Go over the listing below line by line, and return each one holding the string "lane".

EXERCISE INPUT Start Marker

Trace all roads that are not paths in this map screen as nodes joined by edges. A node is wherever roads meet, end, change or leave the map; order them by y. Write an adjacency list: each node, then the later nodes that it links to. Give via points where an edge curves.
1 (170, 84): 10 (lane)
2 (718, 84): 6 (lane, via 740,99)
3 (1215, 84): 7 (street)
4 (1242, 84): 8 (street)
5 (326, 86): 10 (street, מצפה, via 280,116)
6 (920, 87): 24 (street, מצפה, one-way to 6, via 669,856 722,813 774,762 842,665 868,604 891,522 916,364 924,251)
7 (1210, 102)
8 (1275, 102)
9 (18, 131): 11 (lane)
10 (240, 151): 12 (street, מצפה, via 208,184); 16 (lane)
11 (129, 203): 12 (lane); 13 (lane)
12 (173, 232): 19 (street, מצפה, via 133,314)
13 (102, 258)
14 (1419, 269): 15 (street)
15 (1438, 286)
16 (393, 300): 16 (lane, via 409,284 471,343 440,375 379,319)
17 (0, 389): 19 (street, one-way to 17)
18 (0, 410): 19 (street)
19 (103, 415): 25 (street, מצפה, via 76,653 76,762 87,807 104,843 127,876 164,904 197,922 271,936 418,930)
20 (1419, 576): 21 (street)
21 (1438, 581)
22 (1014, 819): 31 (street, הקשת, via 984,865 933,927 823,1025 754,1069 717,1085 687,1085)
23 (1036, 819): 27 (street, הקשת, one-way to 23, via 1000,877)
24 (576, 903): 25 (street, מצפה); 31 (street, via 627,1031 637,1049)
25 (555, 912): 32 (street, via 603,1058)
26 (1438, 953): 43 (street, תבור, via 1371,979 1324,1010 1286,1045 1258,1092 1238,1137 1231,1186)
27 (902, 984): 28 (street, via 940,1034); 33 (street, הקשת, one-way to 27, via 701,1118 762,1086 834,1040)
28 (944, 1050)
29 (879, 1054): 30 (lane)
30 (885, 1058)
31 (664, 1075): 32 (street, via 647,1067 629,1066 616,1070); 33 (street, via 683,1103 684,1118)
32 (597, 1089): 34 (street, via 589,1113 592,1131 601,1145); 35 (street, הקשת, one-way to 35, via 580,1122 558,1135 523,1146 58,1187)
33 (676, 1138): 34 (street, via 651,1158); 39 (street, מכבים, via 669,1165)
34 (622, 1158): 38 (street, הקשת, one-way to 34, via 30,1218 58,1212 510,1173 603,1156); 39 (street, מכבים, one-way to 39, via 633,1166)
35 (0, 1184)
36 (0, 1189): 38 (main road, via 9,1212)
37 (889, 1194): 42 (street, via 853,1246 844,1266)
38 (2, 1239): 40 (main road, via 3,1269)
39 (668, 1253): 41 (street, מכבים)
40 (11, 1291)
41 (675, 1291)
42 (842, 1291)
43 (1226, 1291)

EXERCISE INPUT End Marker

» REPLY:
1 (170, 84): 10 (lane)
2 (718, 84): 6 (lane, via 740,99)
9 (18, 131): 11 (lane)
10 (240, 151): 12 (street, מצפה, via 208,184); 16 (lane)
11 (129, 203): 12 (lane); 13 (lane)
16 (393, 300): 16 (lane, via 409,284 471,343 440,375 379,319)
29 (879, 1054): 30 (lane)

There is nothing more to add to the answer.